Perusahaan jasa kurir yang didirikan Johari Zein ini memang baru saja melakukan kolaborasi dengan Smesco dan YukBisniss. Kerjsama strategis antar tiga pihak tersebut menghadirkan Smesco Fulfillment Center yang akan berperan sebagai gudang logistik UKM dengan tarif terjangkau. Lewat Smesco Fulfillment Center, ongkos kirim bisa ditekan hingga menjadi nilai flat Rp 9.000 se-Jawa dan Sumatra. Disini, JNE memainkan peran sebagai distributor pengiriman barang UKM sementara YukBisnis menjadi operator Smesco Fullfillment Center.
Fasilitas warehousing yang berlokasi di Lantai 11, Gedung SME Tower, Jakarta ini memiliki luas 1.250 m2. Pada ruangan ini telah tersedia 400 unit lemari dan 2000 level rak yang mampu menyimpan 136.800 item barangmilik UKM serta didukung system warehouse manajemen, ruangan berpendingin, operator bersertifikasi, dan call centre yang terintegrasi. Beragam fasilitas ini diharapkan dapat menciptakan peluang dan memberikan kemudahan kepada para UKM dalam melakukan proses jual beli secara online. Para pelaku usaha pun dapat fokus kepada proses produksi dan pengembangan atau inovasi produk, serta penjualannya. Hal itu karena pengelolaan warehousing ditangani oleh Smesco Fulfillment Center yang dilakukan secara profesional dan terintegrasi langsung dengan layanan pengiriman, sehingga update data jumlah stok barang, serta status pengiriman tiap paket tersedia secara berkala.

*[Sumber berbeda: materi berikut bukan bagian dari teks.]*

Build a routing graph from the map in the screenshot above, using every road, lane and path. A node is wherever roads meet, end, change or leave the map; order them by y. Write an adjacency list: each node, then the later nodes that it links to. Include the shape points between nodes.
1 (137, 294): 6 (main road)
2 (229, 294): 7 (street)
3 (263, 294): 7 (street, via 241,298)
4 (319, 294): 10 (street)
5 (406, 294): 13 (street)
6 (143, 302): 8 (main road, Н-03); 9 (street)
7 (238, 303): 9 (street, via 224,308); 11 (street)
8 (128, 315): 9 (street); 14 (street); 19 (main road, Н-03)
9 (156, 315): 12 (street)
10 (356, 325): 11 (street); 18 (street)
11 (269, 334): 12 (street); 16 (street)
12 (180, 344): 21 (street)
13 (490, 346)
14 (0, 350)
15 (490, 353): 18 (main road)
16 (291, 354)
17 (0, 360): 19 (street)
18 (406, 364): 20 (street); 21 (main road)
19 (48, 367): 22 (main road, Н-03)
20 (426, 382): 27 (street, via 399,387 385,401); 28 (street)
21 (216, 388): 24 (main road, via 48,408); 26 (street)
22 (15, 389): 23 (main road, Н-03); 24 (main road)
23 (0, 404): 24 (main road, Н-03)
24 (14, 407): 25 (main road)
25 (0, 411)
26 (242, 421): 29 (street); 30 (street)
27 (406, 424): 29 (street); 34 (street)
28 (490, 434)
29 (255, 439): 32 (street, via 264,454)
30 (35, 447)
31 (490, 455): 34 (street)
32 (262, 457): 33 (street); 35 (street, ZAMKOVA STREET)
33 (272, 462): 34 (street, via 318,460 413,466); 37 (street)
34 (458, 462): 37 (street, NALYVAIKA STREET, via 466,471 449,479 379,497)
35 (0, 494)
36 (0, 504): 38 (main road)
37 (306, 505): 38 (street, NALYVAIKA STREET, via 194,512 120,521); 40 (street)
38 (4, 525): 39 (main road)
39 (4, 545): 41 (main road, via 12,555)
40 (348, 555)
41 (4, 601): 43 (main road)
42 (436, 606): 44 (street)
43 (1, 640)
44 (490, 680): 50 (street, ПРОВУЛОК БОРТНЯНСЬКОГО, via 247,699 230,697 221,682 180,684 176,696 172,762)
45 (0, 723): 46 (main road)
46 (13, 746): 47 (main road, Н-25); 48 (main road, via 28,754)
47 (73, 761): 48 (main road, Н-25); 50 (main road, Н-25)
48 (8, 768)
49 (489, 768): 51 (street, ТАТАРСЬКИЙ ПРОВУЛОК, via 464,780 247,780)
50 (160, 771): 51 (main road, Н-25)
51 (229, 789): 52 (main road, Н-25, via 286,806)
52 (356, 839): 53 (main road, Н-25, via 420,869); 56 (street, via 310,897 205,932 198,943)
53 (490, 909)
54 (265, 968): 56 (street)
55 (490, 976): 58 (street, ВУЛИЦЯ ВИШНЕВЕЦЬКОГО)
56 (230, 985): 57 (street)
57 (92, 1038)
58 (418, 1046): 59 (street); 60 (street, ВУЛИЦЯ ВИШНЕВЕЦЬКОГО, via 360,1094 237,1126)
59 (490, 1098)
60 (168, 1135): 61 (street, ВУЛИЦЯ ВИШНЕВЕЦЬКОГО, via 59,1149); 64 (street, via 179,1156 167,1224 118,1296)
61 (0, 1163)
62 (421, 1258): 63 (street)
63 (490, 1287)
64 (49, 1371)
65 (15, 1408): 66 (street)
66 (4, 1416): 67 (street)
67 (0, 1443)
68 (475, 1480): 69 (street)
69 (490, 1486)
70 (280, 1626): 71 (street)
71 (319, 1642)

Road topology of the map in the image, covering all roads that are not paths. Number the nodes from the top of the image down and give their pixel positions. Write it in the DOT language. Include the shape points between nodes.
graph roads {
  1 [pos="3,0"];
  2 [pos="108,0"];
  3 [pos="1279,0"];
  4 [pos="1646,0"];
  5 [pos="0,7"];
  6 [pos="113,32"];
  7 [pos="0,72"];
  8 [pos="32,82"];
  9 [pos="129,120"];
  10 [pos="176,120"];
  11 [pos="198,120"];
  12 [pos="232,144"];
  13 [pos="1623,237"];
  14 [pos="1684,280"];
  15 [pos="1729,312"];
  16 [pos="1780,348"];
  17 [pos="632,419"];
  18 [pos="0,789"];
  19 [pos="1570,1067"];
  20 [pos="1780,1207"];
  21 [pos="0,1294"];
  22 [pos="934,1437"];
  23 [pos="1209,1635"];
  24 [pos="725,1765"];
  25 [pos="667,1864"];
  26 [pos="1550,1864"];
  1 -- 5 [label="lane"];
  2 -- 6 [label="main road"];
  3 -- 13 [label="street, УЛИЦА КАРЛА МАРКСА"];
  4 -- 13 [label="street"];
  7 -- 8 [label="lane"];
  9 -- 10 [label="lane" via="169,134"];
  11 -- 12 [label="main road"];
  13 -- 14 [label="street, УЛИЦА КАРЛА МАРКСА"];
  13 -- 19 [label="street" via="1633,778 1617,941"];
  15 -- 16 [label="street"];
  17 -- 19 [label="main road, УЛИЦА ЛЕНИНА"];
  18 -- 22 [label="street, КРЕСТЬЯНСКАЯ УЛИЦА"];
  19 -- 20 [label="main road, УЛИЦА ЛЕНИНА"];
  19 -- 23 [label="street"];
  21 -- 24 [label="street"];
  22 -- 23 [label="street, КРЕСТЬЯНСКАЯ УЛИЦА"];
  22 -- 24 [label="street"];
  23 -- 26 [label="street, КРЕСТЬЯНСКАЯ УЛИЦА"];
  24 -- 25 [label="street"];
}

Presiden Direktur JNE M. Feriadi Soeprapto mengatakan, para pelaku industri kreatif kerap disibukan dengan proses warehousing, pengaturan stock barang, packaging, sampai dengan pengiriman paket ke konsumen. Dia menjelaskan, hal itu berpotensi menurunkan konsentrasi terhadap upaya peningkatan penjualan, pengembangan atau inovasi produk dari segi kuantitas mau pun kualitas, dan yang lainnya. “Agar dapat mengatasi tiap tantangan dan meraih tiap peluang di era digital, maka sinergi dan kolaborasi bersama dengan mitra strategis harus terus dilakukan,”jelas dia.